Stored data
"""
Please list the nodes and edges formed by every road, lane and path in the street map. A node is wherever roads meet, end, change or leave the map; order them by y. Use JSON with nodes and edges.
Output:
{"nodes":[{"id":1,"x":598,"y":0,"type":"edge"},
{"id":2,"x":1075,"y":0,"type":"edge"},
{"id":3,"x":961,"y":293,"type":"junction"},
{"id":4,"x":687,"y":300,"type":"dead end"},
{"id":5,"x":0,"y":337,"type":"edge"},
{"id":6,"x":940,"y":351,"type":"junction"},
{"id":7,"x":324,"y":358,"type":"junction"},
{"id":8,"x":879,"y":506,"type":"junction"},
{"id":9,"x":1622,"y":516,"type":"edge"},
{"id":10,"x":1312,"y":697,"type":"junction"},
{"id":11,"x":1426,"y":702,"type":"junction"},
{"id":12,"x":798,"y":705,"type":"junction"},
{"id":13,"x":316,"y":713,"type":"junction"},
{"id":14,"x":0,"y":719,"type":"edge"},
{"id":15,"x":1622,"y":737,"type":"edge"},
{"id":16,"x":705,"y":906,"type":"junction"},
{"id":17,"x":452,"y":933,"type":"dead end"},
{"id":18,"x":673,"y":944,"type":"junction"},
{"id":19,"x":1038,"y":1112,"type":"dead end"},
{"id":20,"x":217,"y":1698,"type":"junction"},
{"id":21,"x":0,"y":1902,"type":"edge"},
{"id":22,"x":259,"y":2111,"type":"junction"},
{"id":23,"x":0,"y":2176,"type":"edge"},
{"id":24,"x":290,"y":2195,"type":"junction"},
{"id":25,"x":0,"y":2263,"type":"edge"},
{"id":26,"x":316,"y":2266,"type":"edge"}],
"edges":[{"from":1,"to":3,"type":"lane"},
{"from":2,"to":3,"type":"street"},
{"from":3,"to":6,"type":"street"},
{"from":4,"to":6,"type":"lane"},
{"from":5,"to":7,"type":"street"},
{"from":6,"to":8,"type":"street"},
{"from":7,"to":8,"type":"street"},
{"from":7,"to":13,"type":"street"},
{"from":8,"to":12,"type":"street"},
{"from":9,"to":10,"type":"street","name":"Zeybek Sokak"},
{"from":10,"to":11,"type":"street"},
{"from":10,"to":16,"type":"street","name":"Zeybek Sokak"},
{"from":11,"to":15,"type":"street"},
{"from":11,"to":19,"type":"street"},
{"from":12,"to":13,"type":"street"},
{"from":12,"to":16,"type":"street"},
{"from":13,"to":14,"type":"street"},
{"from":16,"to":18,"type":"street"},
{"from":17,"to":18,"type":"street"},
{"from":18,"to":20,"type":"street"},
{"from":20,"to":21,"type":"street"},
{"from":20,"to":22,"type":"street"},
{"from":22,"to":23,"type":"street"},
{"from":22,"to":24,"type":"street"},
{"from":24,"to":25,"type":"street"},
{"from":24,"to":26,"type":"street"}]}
"""
__Work instructions__:
Which lines in the data above hold the word "edges"? Return each of them.

__Written response__:
Please list the nodes and edges formed by every road, lane and path in the street map. A node is wherever roads meet, end, change or leave the map; order them by y. Use JSON with nodes and edges.
"edges":[{"from":1,"to":3,"type":"lane"},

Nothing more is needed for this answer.